The chancellor’s surprise decision to levy tax on commonly used trusts prompted emergency meetings between professional bodies and the government earlier this week in an attempt to prevent the rules being brought in. But it appeared yesterday that little in the legislation had been changed and that the rules would simply flesh out the proposals.
In the Budget on March 22, the chancellor announced new tax charges aimed at accumulation and maintenance (A&M) trusts, widely used for school fees planning, and “interest in possession” (IIP) trusts, used to pass wealth between the generations. But many lawyers believe the ramifications go far wider than these two trusts.
The new rules levy a 6 per cent charge every 10 years from 2008 on many trusts that lawyers say are widely used by families to manage affairs after death or divorce.
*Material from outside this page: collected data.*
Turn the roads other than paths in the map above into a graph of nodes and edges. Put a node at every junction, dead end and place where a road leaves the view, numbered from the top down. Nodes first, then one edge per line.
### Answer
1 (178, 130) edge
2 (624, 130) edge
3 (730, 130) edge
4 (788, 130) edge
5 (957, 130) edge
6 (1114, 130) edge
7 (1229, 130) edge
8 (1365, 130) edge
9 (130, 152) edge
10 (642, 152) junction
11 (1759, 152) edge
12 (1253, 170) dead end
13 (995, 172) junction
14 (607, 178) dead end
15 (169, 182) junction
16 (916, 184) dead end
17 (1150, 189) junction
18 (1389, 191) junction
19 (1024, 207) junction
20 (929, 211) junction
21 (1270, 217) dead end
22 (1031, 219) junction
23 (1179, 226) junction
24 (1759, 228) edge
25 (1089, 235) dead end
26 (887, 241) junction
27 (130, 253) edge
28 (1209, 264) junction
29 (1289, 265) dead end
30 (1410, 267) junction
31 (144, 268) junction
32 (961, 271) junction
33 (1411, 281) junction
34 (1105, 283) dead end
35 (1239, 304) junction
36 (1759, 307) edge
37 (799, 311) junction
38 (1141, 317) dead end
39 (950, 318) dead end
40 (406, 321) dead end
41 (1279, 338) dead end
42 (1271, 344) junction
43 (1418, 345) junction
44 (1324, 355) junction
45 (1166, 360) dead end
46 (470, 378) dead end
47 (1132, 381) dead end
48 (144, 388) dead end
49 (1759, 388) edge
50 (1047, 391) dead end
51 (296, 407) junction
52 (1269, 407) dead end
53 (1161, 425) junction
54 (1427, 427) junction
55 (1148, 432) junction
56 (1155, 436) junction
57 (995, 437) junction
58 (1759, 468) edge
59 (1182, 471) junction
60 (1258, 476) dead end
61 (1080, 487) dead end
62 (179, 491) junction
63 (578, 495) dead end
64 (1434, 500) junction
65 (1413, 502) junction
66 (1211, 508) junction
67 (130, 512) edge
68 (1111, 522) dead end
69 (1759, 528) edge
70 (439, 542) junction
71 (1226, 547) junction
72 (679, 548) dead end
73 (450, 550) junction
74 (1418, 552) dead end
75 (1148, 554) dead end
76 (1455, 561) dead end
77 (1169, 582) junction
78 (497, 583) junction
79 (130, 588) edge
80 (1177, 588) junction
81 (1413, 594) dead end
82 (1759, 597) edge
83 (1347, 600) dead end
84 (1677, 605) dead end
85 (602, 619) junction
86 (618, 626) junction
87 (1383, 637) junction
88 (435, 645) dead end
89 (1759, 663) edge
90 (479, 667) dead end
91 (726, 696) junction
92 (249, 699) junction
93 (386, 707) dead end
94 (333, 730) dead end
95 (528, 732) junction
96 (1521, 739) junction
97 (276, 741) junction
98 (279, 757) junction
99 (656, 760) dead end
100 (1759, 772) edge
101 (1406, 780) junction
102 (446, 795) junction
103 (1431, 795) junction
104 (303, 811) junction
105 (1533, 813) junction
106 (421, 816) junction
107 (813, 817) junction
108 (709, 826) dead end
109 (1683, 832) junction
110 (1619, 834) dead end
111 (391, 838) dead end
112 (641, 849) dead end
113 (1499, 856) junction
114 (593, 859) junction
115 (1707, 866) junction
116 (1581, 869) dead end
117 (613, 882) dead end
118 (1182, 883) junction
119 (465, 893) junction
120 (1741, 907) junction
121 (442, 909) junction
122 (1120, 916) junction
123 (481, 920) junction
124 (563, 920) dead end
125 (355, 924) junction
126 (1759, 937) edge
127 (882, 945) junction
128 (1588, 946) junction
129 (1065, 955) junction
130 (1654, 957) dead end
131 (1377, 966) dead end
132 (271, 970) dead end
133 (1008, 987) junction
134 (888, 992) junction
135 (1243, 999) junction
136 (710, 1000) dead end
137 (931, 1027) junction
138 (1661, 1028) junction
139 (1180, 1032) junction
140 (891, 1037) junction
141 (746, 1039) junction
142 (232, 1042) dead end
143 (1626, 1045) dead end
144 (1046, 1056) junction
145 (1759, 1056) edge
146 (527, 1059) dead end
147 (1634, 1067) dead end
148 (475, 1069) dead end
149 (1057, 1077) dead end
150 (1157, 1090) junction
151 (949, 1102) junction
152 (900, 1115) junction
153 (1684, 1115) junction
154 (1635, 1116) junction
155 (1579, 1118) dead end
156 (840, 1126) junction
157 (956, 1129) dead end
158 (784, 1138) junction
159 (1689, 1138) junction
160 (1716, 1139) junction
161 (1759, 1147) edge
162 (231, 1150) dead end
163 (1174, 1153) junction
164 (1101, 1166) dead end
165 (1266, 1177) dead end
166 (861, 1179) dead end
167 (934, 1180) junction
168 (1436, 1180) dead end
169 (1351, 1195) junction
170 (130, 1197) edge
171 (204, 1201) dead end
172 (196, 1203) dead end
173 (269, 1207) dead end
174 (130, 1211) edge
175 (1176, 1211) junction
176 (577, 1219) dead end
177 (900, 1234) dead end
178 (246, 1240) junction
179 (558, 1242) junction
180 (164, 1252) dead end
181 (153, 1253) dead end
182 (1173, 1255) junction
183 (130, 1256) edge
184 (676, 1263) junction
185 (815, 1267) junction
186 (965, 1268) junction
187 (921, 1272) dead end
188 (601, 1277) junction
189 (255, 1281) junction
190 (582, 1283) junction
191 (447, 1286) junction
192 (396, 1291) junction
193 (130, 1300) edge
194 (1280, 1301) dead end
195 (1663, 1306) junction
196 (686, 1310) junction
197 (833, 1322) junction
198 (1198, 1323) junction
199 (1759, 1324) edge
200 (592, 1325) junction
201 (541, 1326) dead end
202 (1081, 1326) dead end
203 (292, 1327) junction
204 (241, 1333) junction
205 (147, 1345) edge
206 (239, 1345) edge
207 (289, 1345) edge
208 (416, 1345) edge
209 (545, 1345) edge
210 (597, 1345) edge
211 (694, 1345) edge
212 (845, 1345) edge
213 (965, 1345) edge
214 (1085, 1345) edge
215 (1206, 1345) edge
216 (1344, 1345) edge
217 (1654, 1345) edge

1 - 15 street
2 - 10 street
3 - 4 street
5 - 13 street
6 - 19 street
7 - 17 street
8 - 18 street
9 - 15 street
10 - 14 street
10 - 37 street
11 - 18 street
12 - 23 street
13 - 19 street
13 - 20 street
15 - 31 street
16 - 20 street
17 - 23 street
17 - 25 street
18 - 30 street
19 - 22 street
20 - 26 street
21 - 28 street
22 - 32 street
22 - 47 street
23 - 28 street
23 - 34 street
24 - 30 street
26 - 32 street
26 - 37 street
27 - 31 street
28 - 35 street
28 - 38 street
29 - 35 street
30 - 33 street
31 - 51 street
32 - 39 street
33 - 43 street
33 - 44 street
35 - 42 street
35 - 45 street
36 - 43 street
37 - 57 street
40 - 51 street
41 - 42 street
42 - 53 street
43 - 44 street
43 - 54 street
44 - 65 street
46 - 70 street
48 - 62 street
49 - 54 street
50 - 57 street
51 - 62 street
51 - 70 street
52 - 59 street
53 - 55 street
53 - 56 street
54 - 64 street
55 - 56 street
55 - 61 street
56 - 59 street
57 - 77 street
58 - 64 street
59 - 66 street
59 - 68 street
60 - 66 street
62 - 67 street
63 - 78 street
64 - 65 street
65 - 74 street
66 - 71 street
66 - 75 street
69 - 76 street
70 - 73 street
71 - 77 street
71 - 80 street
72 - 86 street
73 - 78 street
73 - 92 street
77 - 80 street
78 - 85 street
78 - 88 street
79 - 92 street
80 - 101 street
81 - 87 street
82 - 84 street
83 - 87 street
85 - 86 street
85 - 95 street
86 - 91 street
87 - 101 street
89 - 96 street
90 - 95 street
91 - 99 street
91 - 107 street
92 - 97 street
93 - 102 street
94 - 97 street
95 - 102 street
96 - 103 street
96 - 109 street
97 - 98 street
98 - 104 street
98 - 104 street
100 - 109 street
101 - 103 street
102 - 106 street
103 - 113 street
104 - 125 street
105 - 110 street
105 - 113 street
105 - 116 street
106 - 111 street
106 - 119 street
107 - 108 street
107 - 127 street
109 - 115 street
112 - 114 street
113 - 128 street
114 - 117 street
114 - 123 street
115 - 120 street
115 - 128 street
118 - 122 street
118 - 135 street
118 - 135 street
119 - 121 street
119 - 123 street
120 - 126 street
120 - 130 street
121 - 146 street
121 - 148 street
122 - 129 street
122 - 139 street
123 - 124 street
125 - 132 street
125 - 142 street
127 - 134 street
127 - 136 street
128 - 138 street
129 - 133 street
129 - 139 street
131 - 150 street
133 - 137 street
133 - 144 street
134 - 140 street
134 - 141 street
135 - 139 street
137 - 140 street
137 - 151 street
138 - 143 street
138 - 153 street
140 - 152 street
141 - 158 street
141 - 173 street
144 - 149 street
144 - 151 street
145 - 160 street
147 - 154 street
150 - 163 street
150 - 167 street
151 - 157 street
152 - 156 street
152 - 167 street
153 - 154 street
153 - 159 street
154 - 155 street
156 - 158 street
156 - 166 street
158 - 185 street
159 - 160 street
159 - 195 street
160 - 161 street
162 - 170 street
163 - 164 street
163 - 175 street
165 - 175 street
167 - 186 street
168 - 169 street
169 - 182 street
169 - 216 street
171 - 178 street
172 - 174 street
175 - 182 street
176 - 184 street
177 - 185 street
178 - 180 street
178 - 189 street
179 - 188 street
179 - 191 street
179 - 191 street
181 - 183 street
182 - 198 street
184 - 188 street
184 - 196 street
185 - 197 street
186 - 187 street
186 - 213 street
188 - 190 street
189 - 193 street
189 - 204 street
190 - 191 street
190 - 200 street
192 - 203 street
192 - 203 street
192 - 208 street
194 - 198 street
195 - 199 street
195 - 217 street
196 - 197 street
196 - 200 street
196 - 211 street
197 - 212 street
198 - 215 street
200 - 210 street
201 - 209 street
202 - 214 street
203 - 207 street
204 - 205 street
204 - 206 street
There will also be a 20 per cent tax charge to pay on any assets above £285,000 (the current nil rate band for inheritance tax purposes) and a further 6 per cent charge when they are taken out.
One issue that the government does seem to have taken on board in the finance bill is that trusts that are set up automatically when people die intestate (when they have not made a will) would not fall foul of the rules. It had been thought that, under the new rules, if someone died leaving a house in their own name worth £500,000, then their family would have an extra tax bill of £36,000, compared with nil before Budget day.
The Treasury said, as FT Money went to press: “We’ve no intention of catching these people with the rules and the finance bill will set out this intention.”
But the industry is still hoping there will be further amendments to the bill. Yet unless the government backtracks entirely the industry is predicting that almost a million clients would need to have their wills re-written in the light of the changes.
Advisers say the new rules will completely change the way people make provisions for wealth and estate planning and are advising people to wait until the finance bill has been examined properly before doing any financial planning.
John Riches, chairman of the Society of Trust and Estate Practitioners, says people will have some tough decisions to make following the change in rules. “The inability to make new lifetime trusts for children and grandchildren without a 20 per cent charge on the value in excess of the [inheritance tax] nil rate band, means that families will be forced to make outright gifts at a point where the receipt of wealth could deflect children and young adults from their studies, or to make no gifts at all,” he said.
Anyone who set up a trust that is affected before the Budget has until April 6, 2008 to unravel their arrangements. Trusts set up after the Budget have no period of grace. One other way to avoid the charges on A&M trusts is to give the assets to the children at 18 rather than 25, but of course, this is one of the things the trust was designed to avoid.
However, it is likely to be difficult to change trust arrangements. The trusts are run by trustees, not the person who set it up, so it will be the responsibility of the trustees to decide whether it should be changed, and they may have to go to court to do this. Trusts are frequently incorporated into wills so advisers are suggesting people hang on before sorting out wills unless people are on their death bed.
The Law Society recommends that anyone who has more than the new IHT threshold of £285,000 in assets, including the value of their own home, should revisit their will.
The finance bill, published yesterday, contains the final details of how this new tax regime will apply. Once the industry has had a look at the detail, it should have a better idea of how to advise people.